Oleh: Rusli Abdul Roni
Bencana selalu jadi ujian berat. Bukan cuma soal kesiapan teknis, tapi lebih jauh lagi, ia menguji moral dan arah kepemimpinan sebuah bangsa. Saat korban berjuang sekadar untuk bertahan hidup, retorika administratif dan prosedur baku tak lagi punya tempat bersembunyi. Ada pertanyaan mendasar yang harus dijawab: apakah kekuasaan ini dijalankan sebagai amanah untuk melindungi nyawa, atau cuma jadi alat kendali yang acuh pada penderitaan?

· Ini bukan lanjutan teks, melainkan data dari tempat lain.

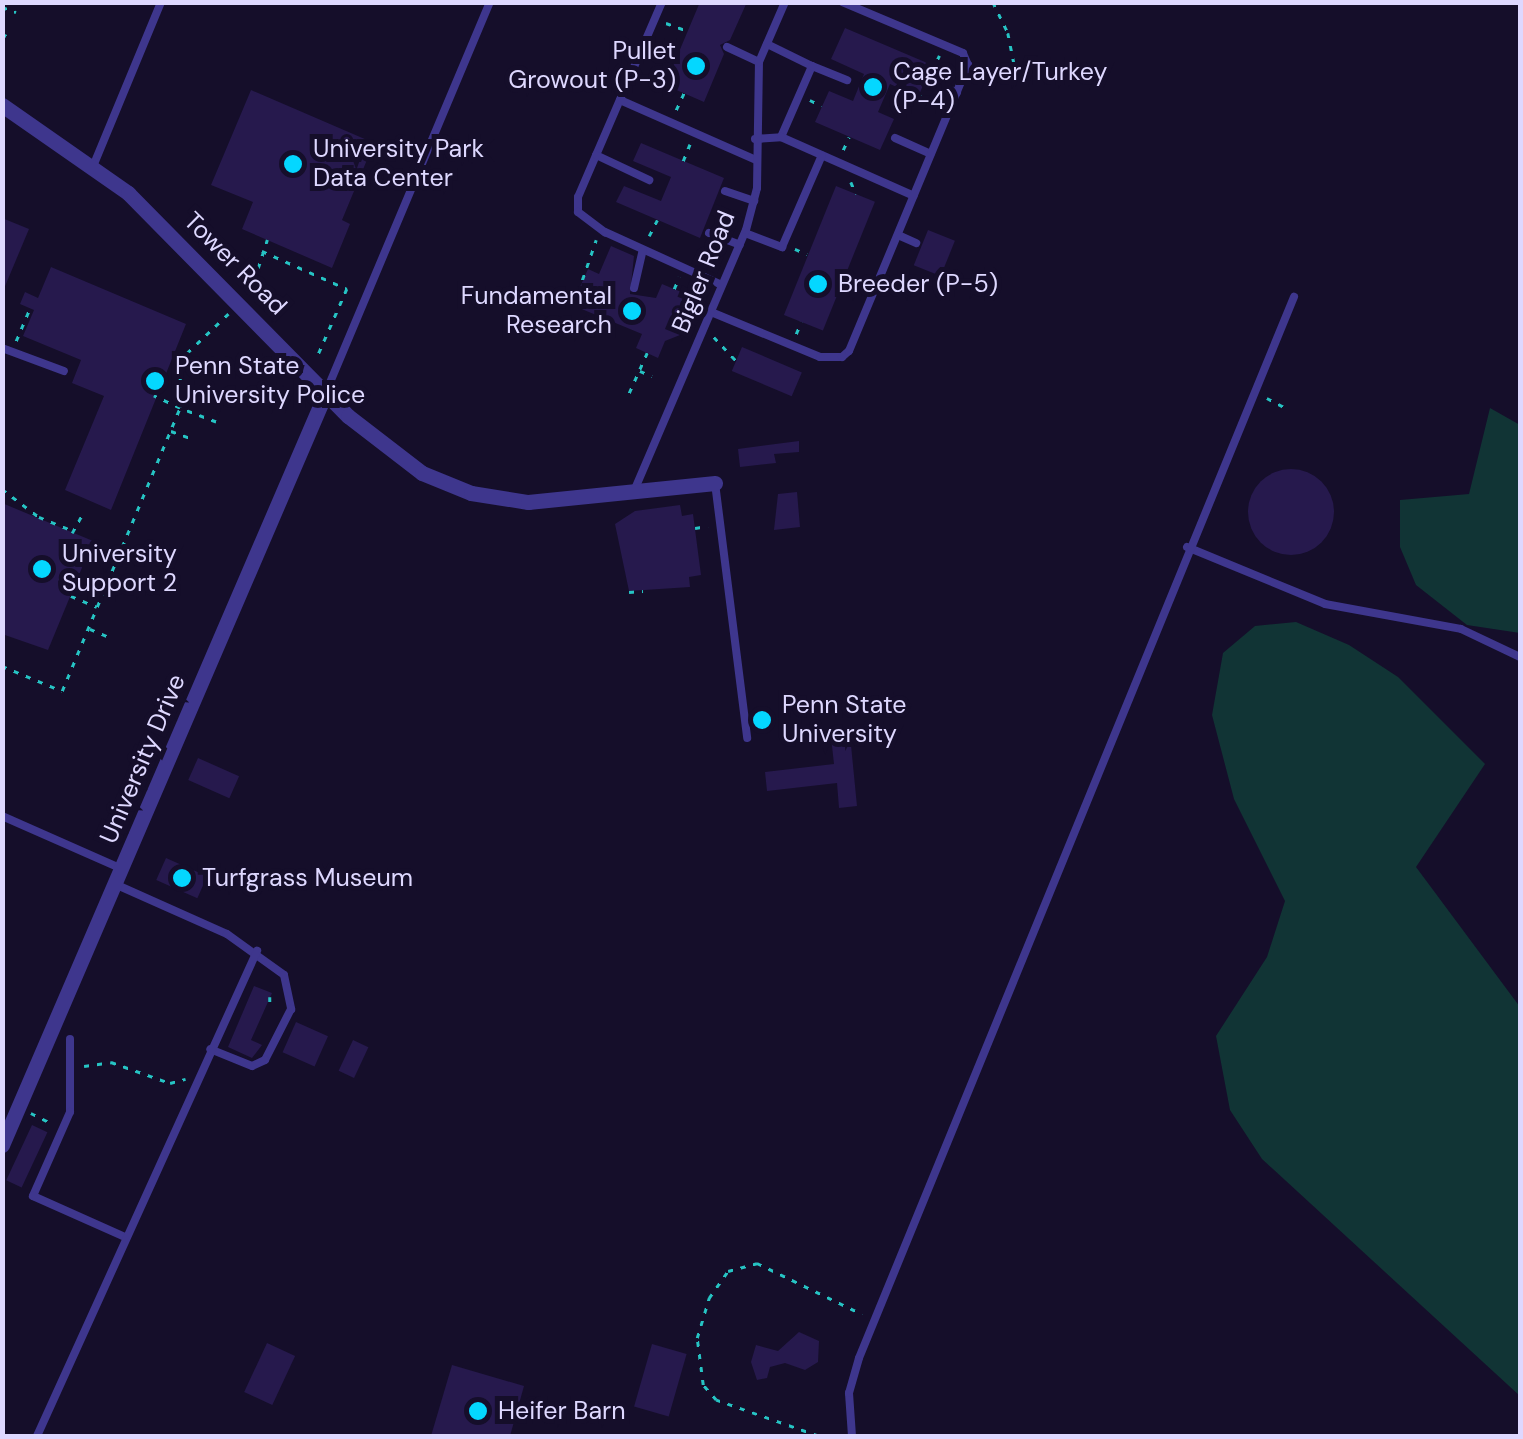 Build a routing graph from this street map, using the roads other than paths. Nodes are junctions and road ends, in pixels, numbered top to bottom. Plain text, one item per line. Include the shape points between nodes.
1 (161, 2) edge
2 (490, 2) edge
3 (662, 2) edge
4 (785, 2) edge
5 (842, 2) edge
6 (767, 44) junction
7 (727, 47) dead end
8 (759, 62) junction
9 (812, 66) junction
10 (847, 80) dead end
11 (934, 83) dead end
12 (957, 93) junction
13 (620, 100) junction
14 (2, 105) edge
15 (781, 137) junction
16 (895, 138) dead end
17 (755, 139) junction
18 (932, 154) junction
19 (596, 155) junction
20 (822, 155) junction
21 (756, 160) junction
22 (94, 164) junction
23 (649, 180) dead end
24 (726, 191) dead end
25 (914, 196) junction
26 (754, 201) junction
27 (709, 232) dead end
28 (745, 233) junction
29 (898, 235) junction
30 (916, 243) dead end
31 (740, 245) junction
32 (644, 250) junction
33 (722, 285) junction
34 (634, 288) dead end
35 (1294, 297) dead end
36 (711, 312) junction
37 (7, 350) edge
38 (64, 371) dead end
39 (326, 392) junction
40 (716, 483) joint
41 (634, 491) junction
42 (1187, 547) junction
43 (1520, 657) edge
44 (748, 738) dead end
45 (2, 816) edge
46 (120, 878) junction
47 (258, 951) junction
48 (70, 1039) dead end
49 (210, 1050) junction
50 (2, 1144) edge
51 (125, 1237) junction
52 (37, 1436) edge
53 (852, 1436) edge

1 - 22 lane
2 - 39 lane
3 - 13 lane
4 - 6 lane, Bigler Road
5 - 12 lane via 967,58
6 - 8 lane, Bigler Road
6 - 9 lane
7 - 8 lane
8 - 17 lane, Bigler Road
9 - 10 lane
9 - 15 lane
11 - 12 lane
12 - 18 lane
13 - 19 lane
13 - 21 lane
14 - 22 street, Tower Road
15 - 17 lane
15 - 20 lane
16 - 18 lane
17 - 21 lane, Bigler Road
18 - 25 lane
19 - 23 lane
19 - 32 lane via 578,212
20 - 25 lane
20 - 28 lane via 782,247
21 - 26 lane, Bigler Road
22 - 39 street, Tower Road
24 - 26 lane
25 - 29 lane
26 - 28 lane, Bigler Road
27 - 31 lane
28 - 31 lane, Bigler Road
29 - 30 lane
29 - 36 lane via 842,358 820,358
31 - 33 lane, Bigler Road
32 - 33 lane
32 - 34 lane
33 - 36 lane, Bigler Road
35 - 42 lane
36 - 41 lane, Bigler Road
37 - 38 lane
39 - 41 street, Tower Road via 403,463 471,493 528,502
39 - 46 street, University Drive
40 - 41 street, Tower Road
40 - 44 lane
42 - 43 lane via 1325,604 1461,629
42 - 53 lane via 878,1313 849,1393
45 - 46 lane
46 - 47 lane
46 - 50 street, University Drive
47 - 49 lane
47 - 49 lane via 291,989 291,1009 276,1044 266,1060 252,1066
48 - 51 lane via 74,1070 62,1130 33,1196
49 - 51 lane
51 - 52 lane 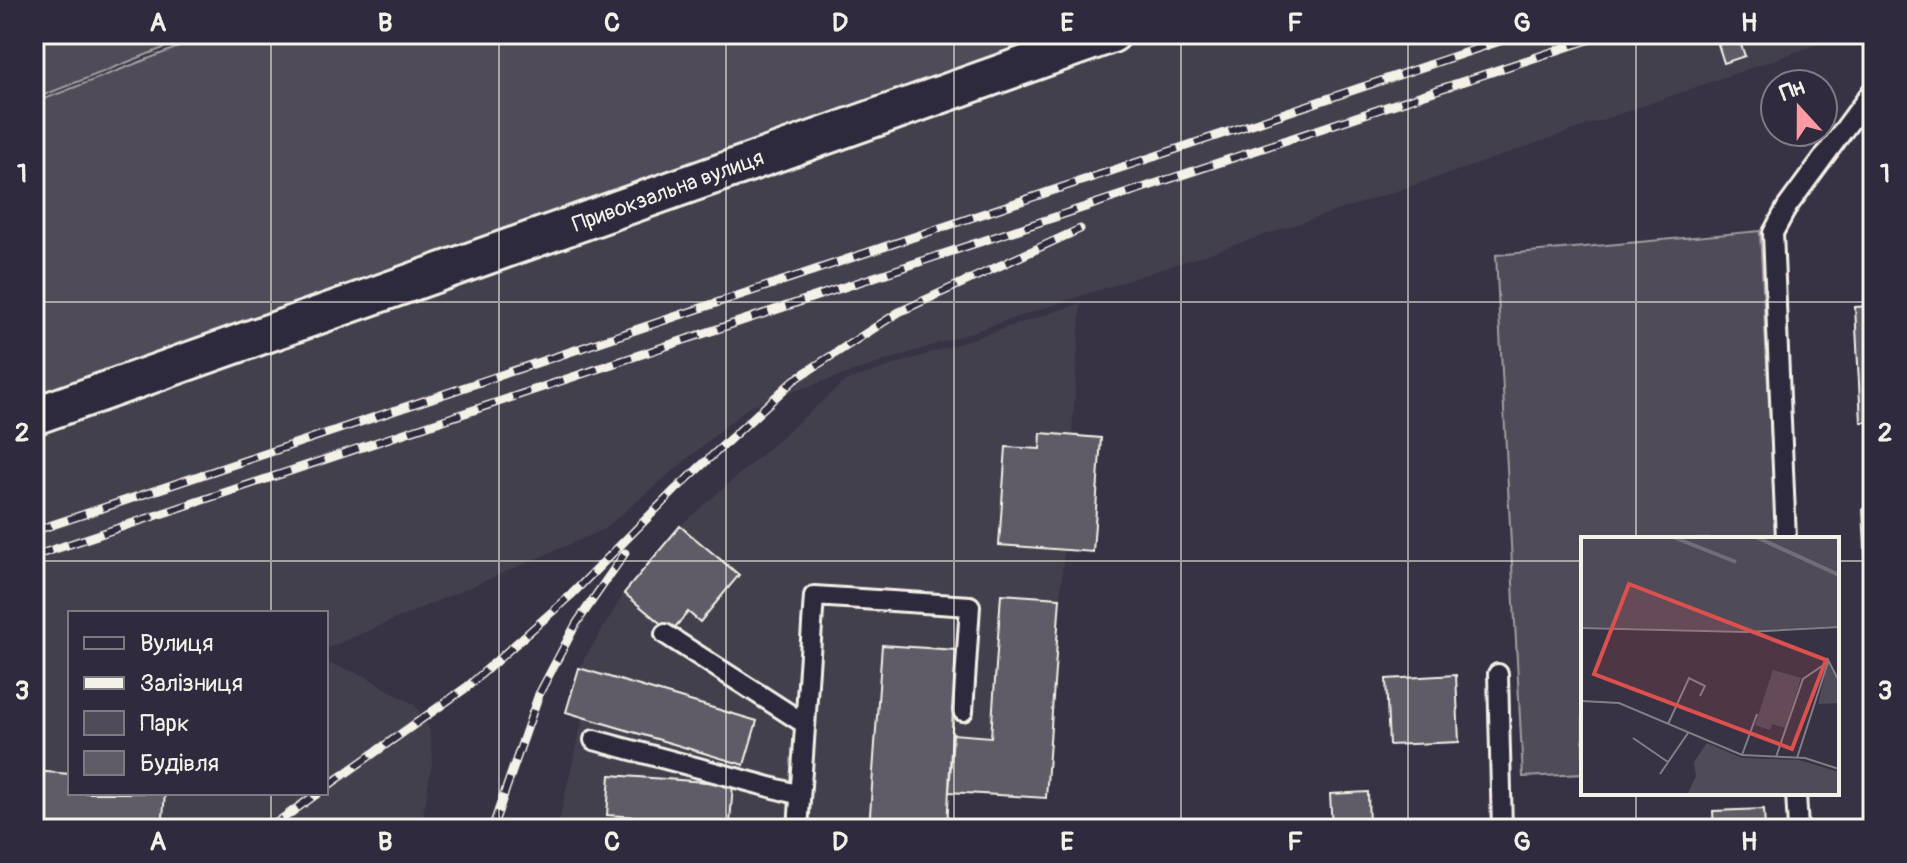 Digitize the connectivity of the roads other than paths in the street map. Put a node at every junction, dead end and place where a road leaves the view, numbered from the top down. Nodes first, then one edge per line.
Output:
1 (1112, 34) edge
2 (1873, 90) edge
3 (34, 416) edge
4 (1786, 537) edge
5 (665, 634) dead end
6 (1498, 674) dead end
7 (963, 711) dead end
8 (805, 724) junction
9 (594, 740) dead end
10 (800, 795) junction
11 (1796, 795) edge
12 (798, 829) edge
13 (1502, 829) edge
14 (1798, 829) edge

1 - 3 street, Привокзальна вулиця
2 - 4 lane
5 - 8 lane
6 - 13 lane
7 - 8 lane
8 - 10 lane
9 - 10 lane
10 - 12 lane
11 - 14 lane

Nah, dalam Islam, kekuasaan itu jelas amanah. Nanti bakal dipertanggungjawabkan. Kekuasaan tidak bebas nilai. Konsep maqāṣid al-syarī‘ah menempatkan perlindungan jiwa (ḥifẓ al-nafs) sebagai tujuan syariat yang paling utama. Artinya, dalam situasi darurat seperti bencana, setiap keputusan harus diukur dari satu hal: sejauh mana nyawa diselamatkan, penderitaan diringankan, dan martabat manusia dipulihkan.
Namun begitu, yang kita saksikan di lapangan seringkali berbeda. Jurang antara kebijakan dan realita korban itu lebar. Bantuan macet, solidaritas warga dibatasi, keputusan ditunda-tunda dengan alasan koordinasi atau kedaulatan. Prinsipnya sih tidak salah. Tapi dalam kerangka maqāṣid, hal-hal tadi cuma sarana, bukan tujuan akhir. Kalau sarana malah mengalahkan tujuan, ya hilanglah ruh keadilan dari kebijakan itu sendiri.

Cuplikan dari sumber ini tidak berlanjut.